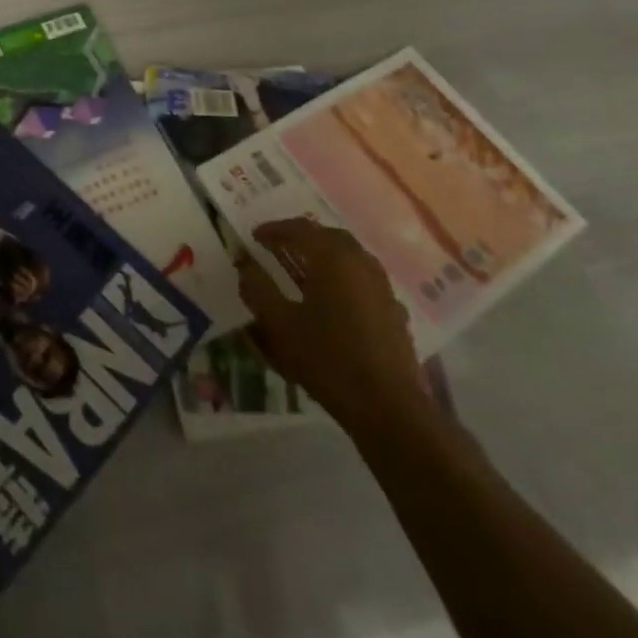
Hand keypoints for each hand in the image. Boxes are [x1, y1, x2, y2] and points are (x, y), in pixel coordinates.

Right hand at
----
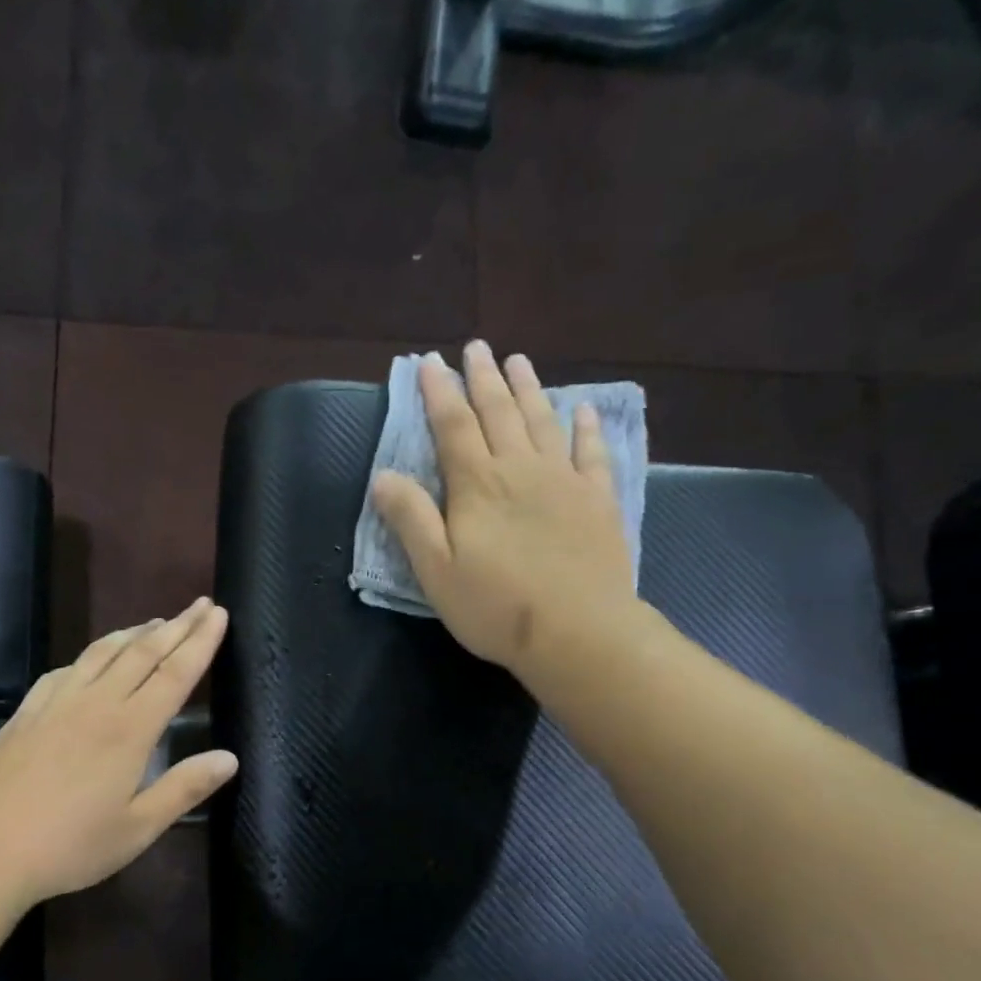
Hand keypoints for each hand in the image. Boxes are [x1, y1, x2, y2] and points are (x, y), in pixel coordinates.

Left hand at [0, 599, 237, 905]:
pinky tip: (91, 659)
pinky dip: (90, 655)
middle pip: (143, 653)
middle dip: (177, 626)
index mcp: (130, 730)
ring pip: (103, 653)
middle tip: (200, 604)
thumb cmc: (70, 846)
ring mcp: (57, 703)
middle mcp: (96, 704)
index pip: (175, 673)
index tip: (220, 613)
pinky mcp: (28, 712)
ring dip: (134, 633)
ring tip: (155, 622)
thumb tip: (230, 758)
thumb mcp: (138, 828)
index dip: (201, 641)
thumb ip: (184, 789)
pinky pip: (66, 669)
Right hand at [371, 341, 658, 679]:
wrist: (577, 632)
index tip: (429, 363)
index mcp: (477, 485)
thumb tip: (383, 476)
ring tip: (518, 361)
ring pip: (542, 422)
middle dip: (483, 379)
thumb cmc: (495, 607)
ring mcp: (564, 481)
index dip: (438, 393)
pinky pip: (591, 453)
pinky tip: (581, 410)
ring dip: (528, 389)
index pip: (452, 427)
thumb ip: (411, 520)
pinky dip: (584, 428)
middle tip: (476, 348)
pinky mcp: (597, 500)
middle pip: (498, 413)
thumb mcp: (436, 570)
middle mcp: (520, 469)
----
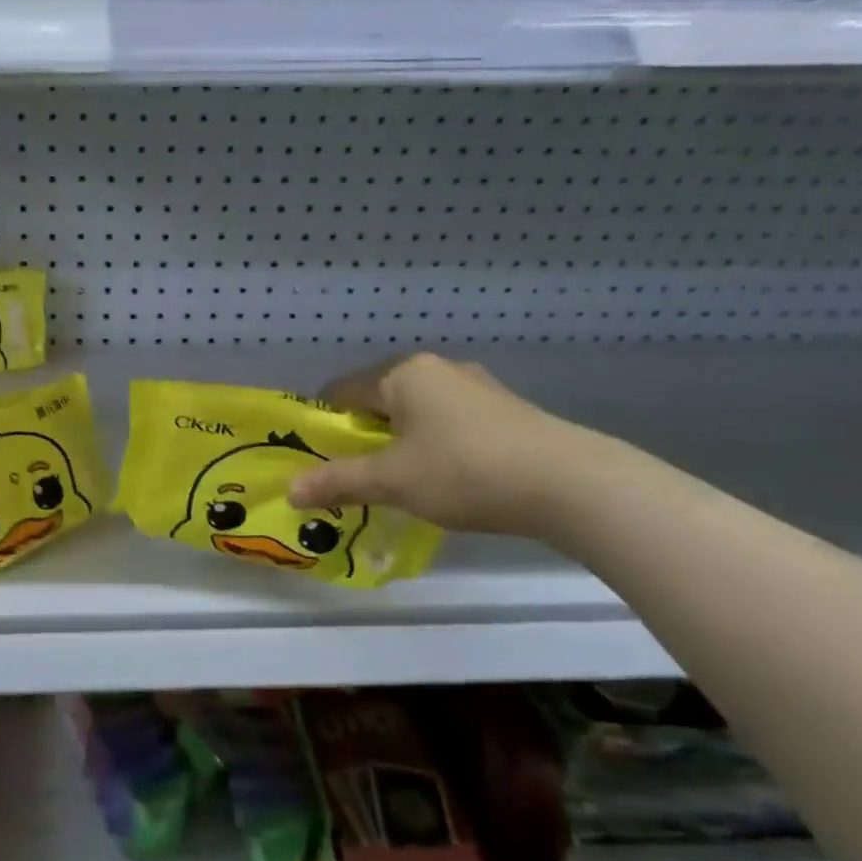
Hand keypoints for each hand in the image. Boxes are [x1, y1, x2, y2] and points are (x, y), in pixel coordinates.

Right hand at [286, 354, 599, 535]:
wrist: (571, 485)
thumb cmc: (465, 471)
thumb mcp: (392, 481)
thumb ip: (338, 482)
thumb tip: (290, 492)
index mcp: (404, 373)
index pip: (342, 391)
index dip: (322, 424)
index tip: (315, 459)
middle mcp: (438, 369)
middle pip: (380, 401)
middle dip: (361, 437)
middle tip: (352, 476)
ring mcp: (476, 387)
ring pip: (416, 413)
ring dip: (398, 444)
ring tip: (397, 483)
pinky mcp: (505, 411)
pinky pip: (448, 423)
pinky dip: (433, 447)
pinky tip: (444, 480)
----
Try it: In the entries above, find the line holding "index tip: (315, 459)" and the line holding "pinky tip: (444, 480)", then retype exactly those two lines and every line between them, and nothing else.

Task response:
index tip: (315, 459)
middle mcp: (438, 369)
middle pip: (380, 401)
middle dip: (361, 437)
middle tip: (352, 476)
ring mcp: (476, 387)
ring pip: (416, 413)
ring dip: (398, 444)
ring tip: (397, 483)
pinky mcp: (505, 411)
pinky pip: (448, 423)
pinky dip: (433, 447)
pinky tip: (444, 480)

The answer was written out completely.